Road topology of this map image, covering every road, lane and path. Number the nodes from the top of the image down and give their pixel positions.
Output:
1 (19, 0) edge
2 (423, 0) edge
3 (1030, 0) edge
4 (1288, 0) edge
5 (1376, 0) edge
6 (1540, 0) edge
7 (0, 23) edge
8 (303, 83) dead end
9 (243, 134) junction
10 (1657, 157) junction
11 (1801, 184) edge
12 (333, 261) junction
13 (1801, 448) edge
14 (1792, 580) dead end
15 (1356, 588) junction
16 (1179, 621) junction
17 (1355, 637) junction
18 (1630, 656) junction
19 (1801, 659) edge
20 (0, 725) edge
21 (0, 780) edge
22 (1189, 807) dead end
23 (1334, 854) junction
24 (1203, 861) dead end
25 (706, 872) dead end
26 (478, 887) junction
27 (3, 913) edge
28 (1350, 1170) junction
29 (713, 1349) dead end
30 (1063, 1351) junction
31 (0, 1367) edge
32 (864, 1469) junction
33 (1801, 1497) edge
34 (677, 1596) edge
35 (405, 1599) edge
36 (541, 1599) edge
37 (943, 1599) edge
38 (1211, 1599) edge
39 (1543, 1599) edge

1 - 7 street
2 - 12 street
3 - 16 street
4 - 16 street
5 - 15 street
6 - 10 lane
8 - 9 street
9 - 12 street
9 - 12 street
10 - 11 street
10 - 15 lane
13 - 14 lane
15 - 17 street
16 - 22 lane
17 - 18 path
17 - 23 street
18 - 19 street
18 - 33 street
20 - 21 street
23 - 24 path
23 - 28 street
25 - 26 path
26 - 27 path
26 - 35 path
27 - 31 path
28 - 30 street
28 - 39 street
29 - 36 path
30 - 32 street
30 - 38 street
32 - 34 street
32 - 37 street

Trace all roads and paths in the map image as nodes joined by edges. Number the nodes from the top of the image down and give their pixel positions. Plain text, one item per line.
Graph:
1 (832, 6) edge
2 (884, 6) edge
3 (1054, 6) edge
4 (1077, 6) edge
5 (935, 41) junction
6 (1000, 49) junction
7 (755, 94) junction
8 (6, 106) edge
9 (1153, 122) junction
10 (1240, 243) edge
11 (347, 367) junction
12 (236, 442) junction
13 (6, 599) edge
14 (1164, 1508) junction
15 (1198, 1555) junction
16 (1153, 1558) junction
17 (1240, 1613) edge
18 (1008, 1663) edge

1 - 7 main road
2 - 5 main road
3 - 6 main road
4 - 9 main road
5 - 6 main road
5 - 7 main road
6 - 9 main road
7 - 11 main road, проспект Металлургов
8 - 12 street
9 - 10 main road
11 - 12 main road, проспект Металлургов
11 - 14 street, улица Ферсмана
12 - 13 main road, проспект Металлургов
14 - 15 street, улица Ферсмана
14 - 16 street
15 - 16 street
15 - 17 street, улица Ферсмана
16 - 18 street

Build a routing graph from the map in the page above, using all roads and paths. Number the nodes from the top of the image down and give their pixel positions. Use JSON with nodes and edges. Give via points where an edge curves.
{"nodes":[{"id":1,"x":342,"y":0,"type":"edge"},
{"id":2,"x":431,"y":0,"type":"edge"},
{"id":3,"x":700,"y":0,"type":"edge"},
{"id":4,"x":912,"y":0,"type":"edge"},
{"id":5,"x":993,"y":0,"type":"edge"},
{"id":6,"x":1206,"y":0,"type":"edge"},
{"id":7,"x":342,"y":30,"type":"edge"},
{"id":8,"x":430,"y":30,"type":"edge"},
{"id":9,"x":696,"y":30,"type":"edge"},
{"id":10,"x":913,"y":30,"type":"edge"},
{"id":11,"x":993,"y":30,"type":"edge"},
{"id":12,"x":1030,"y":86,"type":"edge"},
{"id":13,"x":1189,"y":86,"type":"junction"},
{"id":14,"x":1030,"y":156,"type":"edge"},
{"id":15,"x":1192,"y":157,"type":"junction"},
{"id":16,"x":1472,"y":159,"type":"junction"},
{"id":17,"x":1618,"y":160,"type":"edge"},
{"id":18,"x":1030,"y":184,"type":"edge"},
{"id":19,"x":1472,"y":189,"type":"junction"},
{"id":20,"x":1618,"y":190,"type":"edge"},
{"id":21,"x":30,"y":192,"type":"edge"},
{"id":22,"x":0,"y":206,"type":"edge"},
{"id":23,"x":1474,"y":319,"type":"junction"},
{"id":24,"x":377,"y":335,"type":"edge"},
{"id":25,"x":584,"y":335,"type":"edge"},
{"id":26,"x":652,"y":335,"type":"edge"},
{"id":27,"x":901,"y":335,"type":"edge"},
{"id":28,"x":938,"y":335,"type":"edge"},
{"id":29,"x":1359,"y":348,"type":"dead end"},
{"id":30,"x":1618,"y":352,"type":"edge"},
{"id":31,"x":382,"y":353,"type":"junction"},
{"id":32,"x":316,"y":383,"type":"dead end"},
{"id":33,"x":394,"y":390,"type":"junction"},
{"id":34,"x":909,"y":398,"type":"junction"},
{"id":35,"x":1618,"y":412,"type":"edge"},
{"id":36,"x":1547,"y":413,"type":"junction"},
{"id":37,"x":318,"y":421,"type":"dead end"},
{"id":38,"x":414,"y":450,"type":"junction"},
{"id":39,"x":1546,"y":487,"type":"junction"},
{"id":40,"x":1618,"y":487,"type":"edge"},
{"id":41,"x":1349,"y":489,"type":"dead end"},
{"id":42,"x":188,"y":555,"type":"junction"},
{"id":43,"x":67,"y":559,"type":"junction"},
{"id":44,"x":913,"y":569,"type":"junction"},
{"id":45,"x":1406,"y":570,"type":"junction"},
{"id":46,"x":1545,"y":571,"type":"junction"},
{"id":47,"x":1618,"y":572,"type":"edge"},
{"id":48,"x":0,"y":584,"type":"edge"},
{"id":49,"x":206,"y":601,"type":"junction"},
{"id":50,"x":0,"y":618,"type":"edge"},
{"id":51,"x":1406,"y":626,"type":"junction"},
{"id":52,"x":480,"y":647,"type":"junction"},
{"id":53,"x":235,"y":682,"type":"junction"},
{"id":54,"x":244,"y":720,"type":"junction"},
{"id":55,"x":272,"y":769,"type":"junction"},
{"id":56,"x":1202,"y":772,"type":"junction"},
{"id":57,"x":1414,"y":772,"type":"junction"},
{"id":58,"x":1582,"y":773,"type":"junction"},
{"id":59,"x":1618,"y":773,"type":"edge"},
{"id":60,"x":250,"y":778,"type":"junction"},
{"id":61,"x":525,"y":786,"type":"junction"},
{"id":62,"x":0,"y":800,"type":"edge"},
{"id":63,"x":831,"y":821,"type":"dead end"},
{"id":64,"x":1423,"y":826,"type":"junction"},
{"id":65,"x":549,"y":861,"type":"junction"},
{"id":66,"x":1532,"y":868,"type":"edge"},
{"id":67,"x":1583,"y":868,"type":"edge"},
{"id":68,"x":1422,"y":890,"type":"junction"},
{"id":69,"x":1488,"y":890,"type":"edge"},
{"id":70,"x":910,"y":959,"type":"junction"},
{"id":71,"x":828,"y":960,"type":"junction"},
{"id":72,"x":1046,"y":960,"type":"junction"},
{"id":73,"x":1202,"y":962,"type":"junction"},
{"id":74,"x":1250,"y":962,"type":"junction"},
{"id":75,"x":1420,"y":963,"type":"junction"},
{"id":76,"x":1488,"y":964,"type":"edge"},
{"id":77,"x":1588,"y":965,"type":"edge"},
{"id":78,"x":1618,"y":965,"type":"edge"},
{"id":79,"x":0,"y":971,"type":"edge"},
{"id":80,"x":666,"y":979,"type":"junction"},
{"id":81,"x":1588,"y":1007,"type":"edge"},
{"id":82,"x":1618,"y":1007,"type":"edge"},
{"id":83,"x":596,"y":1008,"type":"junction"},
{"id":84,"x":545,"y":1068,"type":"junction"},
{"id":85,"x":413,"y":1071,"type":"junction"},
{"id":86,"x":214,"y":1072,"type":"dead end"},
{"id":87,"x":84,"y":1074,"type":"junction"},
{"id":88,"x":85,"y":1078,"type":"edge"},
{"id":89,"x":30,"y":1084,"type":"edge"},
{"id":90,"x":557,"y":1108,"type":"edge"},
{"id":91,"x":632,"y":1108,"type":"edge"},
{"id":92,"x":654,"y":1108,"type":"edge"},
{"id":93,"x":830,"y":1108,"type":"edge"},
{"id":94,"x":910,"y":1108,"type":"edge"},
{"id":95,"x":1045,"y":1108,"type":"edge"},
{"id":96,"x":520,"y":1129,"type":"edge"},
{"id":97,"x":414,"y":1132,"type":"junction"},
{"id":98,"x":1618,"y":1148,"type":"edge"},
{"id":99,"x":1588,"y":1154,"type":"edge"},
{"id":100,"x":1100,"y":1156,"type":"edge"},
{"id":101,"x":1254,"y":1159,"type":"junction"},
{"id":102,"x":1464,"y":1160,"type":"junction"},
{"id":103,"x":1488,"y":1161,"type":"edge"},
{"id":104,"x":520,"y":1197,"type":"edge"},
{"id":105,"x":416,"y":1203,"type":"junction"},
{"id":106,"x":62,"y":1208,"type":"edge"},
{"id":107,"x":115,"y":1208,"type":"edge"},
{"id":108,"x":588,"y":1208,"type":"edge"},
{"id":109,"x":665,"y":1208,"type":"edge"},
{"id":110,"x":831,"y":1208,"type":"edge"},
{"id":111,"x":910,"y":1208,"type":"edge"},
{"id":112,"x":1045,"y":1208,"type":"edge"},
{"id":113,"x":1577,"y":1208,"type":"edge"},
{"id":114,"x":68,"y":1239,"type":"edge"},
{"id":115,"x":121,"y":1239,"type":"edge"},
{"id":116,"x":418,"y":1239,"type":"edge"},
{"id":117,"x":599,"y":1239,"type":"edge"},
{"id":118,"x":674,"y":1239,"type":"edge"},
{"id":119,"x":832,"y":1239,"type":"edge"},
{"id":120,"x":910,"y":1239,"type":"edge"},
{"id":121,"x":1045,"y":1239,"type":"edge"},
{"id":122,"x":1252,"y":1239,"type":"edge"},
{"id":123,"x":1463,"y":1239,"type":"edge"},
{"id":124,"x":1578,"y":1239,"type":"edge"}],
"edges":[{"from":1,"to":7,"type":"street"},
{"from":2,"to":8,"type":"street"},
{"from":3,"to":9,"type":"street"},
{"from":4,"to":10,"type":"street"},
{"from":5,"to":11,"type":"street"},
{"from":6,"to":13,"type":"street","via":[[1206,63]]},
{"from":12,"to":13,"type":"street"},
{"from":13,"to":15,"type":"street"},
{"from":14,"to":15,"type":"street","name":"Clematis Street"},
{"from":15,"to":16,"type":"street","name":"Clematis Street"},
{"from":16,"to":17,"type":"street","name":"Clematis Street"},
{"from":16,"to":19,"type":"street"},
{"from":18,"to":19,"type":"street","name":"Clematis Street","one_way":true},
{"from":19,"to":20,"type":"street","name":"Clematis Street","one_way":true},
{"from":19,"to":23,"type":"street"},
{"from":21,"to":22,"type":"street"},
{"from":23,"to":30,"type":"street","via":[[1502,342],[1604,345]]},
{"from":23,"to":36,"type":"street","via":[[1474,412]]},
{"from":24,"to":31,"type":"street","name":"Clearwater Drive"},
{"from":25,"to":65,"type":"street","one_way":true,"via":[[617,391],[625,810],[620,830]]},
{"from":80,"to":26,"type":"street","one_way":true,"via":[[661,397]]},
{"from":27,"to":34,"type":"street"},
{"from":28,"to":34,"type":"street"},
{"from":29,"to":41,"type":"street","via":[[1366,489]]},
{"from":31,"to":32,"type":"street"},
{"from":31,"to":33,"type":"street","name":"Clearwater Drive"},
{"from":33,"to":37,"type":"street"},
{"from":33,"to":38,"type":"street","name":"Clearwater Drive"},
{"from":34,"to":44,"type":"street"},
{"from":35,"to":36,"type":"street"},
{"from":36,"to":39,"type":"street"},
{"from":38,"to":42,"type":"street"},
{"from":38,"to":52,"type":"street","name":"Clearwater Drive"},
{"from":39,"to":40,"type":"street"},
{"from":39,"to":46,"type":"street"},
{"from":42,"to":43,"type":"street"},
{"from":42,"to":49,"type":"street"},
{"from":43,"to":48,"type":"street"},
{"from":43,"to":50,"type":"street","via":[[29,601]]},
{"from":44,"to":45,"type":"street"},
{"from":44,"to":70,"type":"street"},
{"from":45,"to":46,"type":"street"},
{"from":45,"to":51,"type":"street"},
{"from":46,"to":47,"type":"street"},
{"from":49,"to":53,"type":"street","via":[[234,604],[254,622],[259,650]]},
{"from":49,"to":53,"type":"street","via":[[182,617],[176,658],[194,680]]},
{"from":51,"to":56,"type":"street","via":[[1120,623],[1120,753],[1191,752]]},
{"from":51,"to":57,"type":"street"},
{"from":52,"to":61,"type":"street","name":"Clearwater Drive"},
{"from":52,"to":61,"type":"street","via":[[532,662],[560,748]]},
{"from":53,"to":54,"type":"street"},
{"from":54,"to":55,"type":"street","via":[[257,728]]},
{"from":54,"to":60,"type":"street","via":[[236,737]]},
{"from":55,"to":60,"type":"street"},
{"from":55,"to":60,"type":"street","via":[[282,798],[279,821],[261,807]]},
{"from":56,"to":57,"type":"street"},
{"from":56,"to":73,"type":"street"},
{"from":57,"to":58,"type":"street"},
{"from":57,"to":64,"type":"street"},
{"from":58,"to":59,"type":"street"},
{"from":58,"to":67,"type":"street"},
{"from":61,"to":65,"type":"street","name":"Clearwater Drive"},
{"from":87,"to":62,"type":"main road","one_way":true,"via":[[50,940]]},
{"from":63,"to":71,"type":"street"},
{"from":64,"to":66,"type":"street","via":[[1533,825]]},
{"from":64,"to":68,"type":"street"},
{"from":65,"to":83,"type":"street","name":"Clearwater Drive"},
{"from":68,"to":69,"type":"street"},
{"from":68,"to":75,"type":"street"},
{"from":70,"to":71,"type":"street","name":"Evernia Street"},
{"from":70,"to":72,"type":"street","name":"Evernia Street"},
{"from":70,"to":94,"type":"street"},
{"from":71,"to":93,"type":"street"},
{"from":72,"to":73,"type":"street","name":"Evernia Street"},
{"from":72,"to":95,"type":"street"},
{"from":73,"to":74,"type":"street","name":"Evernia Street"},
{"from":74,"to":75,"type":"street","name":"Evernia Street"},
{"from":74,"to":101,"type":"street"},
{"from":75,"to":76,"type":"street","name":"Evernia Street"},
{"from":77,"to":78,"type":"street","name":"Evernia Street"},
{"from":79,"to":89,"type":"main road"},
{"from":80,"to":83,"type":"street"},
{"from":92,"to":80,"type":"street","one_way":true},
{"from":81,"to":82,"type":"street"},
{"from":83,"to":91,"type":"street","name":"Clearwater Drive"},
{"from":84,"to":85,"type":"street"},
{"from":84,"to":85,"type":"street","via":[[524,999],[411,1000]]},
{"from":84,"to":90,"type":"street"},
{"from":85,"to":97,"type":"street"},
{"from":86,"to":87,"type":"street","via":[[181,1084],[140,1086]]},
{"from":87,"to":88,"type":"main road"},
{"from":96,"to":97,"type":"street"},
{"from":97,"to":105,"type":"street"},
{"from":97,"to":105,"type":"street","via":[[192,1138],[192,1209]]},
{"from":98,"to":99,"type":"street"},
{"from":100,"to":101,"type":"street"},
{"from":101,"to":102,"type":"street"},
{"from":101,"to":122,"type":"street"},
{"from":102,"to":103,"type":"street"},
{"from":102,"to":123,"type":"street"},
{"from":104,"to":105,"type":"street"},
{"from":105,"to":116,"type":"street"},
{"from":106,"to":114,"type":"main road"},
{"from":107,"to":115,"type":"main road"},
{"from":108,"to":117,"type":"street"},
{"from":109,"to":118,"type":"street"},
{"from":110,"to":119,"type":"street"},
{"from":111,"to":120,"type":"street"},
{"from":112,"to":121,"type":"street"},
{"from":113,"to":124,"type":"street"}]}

::::::::::

— ACTIVITY —
Every line above that holds the word "проспект" should be copied out.

— EXERCISE OUTPUT —
7 - 11 main road, проспект Металлургов
11 - 12 main road, проспект Металлургов
12 - 13 main road, проспект Металлургов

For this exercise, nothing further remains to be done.